> **TASK STATEMENT**: State how many lines below hold the word "Campana". Give that number and no other text.

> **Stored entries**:
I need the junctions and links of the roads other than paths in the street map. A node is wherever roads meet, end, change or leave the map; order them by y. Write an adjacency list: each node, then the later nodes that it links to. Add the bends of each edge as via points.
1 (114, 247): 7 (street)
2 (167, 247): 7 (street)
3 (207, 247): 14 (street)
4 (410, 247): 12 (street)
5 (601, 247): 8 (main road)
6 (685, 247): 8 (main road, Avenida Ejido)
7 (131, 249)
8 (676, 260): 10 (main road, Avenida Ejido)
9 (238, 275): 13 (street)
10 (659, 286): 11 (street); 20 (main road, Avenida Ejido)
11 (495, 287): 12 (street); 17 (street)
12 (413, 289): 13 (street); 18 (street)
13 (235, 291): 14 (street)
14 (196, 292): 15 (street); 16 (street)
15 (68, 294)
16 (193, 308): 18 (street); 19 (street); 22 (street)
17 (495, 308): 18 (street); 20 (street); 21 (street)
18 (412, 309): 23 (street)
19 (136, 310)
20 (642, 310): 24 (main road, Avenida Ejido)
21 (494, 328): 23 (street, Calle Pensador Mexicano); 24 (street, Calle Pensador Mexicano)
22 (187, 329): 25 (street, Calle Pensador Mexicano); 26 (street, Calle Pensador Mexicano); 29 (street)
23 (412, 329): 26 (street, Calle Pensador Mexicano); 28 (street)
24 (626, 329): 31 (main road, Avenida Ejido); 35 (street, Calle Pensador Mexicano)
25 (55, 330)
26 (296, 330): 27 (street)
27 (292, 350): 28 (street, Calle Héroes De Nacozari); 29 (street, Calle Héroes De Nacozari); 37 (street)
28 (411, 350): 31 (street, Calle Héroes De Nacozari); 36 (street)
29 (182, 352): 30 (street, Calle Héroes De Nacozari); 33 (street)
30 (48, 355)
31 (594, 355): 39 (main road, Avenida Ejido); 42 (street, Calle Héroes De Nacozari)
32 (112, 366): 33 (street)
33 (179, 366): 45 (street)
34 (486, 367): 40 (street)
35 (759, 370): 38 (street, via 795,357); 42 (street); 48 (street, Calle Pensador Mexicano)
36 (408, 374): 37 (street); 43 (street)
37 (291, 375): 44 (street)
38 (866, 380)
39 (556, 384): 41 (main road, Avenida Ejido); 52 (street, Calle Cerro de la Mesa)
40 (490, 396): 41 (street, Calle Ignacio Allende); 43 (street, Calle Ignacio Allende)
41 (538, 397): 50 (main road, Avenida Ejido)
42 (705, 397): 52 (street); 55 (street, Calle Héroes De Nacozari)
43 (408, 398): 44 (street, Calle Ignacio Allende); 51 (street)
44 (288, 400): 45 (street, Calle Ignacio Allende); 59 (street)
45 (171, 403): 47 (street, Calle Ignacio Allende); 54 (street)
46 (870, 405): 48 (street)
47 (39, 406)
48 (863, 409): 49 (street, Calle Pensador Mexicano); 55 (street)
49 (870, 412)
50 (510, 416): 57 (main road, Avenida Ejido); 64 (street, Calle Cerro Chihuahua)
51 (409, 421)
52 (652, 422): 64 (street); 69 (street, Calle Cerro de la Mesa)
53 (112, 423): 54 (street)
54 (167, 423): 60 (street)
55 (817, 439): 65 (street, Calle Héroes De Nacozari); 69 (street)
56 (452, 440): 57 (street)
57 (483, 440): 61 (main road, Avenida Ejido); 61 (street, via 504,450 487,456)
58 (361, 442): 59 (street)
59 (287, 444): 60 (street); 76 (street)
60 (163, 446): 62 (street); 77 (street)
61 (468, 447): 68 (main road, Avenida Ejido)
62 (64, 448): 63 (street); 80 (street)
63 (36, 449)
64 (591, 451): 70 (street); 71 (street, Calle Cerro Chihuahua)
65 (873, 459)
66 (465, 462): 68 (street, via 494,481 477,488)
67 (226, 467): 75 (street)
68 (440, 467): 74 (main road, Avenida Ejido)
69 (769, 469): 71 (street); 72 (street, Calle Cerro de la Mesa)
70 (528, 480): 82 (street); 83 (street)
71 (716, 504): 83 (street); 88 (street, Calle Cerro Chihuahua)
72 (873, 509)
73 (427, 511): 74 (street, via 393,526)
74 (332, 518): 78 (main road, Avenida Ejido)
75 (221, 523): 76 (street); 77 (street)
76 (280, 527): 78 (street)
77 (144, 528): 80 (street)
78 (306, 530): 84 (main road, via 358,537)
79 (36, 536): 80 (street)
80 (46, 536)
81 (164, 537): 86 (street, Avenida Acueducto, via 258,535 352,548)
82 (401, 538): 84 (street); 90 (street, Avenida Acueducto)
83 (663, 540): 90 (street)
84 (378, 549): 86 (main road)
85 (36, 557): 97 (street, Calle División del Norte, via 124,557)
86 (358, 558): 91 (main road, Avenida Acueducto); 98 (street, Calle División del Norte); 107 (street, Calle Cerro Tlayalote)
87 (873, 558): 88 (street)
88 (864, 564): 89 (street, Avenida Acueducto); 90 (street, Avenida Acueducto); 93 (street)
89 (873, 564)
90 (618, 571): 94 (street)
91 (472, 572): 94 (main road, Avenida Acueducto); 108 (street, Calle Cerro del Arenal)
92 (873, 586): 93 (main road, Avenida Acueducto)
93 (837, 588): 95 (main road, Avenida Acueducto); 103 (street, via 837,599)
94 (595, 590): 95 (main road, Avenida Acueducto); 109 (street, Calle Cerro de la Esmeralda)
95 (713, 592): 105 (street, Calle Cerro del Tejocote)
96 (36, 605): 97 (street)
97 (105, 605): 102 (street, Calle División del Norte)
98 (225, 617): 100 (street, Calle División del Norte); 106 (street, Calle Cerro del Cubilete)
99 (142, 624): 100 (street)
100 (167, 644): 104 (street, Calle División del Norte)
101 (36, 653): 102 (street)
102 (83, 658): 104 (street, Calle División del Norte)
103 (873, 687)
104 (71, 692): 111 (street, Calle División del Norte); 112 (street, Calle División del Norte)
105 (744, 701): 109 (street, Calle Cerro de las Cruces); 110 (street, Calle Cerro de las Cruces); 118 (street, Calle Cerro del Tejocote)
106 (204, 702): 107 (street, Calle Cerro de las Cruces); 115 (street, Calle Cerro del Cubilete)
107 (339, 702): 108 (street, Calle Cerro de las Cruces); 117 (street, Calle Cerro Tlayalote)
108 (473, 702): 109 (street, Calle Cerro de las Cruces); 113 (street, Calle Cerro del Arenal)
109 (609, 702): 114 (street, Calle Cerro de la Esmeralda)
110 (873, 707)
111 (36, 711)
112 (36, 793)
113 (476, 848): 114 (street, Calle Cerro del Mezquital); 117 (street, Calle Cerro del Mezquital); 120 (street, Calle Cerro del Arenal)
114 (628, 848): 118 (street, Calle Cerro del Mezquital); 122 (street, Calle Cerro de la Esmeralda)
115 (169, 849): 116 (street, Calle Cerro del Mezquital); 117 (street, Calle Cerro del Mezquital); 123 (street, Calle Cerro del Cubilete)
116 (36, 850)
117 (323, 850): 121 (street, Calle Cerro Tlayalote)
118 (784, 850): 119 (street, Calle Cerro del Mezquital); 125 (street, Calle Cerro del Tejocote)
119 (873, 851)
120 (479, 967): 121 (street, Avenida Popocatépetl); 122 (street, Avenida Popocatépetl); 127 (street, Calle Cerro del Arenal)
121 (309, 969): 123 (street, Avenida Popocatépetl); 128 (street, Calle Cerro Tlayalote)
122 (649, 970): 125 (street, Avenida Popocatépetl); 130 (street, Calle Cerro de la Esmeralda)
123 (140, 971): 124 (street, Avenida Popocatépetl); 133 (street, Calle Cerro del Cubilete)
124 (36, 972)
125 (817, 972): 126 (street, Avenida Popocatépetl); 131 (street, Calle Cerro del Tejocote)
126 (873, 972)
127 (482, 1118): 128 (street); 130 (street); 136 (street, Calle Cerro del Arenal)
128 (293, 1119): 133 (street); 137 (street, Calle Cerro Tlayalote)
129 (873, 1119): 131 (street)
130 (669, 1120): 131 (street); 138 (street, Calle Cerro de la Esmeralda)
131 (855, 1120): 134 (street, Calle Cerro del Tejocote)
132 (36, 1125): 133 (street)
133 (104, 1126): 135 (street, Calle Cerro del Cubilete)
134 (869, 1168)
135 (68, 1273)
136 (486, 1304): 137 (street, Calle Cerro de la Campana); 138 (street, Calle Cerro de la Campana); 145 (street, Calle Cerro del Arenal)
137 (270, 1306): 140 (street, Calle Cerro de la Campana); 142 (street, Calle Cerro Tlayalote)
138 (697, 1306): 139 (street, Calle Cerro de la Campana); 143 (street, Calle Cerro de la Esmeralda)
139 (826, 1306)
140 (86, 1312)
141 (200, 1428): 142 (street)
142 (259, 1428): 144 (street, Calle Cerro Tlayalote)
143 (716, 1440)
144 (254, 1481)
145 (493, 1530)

> **YOUR RESPONSE**: 3